Page:Rudyard Kipling's verse - Inclusive Edition 1885-1918.djvu/370

From Wikisource
Jump to navigation Jump to search
This page has been proofread, but needs to be validated.
352
RUDYARD KIPLING'S VERSE

One service more we dare to ask—
Pray for us, heroes, pray,
That when Fate lays on us our task
We do not shame the Day!


The Dykes

1902

We have no heart for the fishing, we have no hand for the oar—
All that our fathers taught us of old pleases us now no more;
All that our own hearts bid us believe we doubt where we do not deny—
There is no proof in the bread we eat or rest in the toil we ply.

Look you, our foreshore stretches far through sea-gate, dyke, and groin—
Made land all, that our fathers made, where the flats and the fairway join.
They forced the sea a sea-league back. They died, and their work stood fast.
We were born to peace in the lee of the dykes, but the time of our peace is past.

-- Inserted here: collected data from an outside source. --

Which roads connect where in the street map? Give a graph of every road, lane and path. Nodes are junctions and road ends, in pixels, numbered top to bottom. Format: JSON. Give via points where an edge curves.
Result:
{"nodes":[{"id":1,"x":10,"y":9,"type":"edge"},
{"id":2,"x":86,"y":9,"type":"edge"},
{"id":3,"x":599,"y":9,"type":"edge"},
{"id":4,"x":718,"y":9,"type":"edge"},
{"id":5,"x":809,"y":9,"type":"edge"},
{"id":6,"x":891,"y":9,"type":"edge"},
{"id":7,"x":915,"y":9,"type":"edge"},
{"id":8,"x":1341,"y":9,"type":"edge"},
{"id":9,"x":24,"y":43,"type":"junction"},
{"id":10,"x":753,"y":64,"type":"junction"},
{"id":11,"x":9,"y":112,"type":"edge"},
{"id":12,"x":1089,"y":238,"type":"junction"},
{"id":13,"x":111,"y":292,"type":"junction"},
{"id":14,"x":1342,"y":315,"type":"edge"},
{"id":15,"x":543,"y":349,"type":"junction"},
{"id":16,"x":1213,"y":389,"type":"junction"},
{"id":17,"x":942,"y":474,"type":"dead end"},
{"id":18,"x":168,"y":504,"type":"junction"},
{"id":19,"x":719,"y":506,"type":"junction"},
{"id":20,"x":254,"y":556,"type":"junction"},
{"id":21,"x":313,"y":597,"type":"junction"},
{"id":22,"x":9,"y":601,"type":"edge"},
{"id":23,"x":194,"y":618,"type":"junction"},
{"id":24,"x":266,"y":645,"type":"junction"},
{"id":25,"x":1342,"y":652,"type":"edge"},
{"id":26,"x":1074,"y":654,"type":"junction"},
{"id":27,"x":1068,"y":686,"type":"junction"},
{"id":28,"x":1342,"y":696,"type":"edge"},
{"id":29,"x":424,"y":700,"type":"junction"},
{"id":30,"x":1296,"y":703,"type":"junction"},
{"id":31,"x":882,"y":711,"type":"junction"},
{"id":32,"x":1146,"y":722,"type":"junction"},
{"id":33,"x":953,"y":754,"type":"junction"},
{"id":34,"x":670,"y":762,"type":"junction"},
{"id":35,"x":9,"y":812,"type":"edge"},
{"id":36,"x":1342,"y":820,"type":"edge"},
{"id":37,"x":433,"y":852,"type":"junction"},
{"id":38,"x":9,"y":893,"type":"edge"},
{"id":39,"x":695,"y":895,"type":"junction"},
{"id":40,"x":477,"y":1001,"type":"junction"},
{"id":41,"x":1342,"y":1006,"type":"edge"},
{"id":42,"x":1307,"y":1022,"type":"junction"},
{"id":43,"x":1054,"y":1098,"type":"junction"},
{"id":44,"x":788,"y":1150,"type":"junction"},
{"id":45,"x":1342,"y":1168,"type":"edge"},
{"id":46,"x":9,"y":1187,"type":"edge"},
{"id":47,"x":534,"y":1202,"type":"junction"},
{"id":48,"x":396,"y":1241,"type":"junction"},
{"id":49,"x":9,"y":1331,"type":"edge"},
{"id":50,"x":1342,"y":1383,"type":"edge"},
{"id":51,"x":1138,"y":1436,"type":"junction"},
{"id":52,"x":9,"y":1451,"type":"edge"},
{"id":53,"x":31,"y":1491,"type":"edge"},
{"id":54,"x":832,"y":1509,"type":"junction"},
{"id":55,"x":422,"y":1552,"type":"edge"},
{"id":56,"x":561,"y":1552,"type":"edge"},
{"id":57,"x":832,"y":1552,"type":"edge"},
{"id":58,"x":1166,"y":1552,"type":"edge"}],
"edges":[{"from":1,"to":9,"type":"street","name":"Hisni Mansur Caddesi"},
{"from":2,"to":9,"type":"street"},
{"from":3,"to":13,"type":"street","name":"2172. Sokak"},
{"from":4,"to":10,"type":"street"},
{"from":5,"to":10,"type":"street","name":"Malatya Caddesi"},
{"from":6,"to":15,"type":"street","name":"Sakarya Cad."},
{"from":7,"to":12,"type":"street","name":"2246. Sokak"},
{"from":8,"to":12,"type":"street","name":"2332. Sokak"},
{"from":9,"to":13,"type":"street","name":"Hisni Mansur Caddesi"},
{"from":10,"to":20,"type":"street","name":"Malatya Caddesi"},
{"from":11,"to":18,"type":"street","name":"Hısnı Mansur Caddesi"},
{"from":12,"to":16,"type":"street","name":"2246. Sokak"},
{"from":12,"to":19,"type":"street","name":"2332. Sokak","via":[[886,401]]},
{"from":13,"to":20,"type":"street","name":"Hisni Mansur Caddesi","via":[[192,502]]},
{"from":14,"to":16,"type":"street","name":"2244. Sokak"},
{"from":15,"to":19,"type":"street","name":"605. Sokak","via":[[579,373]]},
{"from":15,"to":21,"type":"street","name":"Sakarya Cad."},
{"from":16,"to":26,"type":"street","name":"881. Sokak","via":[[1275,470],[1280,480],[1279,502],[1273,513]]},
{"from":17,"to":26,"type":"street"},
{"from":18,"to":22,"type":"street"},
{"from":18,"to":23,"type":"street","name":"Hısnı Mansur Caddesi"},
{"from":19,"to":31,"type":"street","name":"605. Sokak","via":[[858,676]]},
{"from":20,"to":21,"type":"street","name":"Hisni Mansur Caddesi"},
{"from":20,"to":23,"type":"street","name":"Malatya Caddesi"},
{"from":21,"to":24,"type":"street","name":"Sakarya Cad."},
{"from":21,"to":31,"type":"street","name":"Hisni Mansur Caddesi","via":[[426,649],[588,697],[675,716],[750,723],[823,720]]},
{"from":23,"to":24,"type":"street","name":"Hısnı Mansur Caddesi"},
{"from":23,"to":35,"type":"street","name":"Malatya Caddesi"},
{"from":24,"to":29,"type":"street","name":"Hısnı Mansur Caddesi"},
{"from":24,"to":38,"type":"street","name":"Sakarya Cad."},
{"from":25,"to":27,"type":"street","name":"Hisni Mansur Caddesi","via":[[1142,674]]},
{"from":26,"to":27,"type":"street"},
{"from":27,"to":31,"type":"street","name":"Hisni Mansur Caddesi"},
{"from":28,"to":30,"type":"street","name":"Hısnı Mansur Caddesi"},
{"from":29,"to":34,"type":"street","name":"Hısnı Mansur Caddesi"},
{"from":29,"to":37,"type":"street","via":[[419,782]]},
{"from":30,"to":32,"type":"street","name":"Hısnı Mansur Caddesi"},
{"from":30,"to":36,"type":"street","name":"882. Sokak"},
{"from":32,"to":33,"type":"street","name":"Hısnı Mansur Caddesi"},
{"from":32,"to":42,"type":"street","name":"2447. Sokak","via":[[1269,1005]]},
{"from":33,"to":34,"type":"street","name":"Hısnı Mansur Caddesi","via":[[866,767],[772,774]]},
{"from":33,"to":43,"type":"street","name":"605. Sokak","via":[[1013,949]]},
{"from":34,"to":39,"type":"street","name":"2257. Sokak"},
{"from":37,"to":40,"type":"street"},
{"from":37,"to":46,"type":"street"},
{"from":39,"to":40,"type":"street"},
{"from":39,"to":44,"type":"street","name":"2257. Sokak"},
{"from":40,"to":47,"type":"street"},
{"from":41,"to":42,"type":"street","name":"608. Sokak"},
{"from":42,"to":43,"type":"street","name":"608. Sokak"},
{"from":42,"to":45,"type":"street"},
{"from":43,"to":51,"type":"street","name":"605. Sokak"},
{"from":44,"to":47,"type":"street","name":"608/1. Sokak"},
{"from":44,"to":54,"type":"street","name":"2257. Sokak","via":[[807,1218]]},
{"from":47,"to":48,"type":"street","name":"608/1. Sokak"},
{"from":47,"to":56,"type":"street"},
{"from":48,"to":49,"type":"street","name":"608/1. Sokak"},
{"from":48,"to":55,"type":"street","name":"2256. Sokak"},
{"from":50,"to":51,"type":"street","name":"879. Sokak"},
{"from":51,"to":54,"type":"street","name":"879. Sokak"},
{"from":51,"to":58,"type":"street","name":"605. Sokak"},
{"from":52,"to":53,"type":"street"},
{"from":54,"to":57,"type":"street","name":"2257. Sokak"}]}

Far off, the full tide clambers and slips, mouthing and testing all,
Nipping the flanks of the water-gates, baying along the wall;
Turning the shingle, returning the shingle, changing the set of the sand …
We are too far from the beach, men say, to know how the out-works stand.

So we come down, uneasy, to look, uneasily pacing the beach.

These are the dykes our fathers made: we have never known a breach.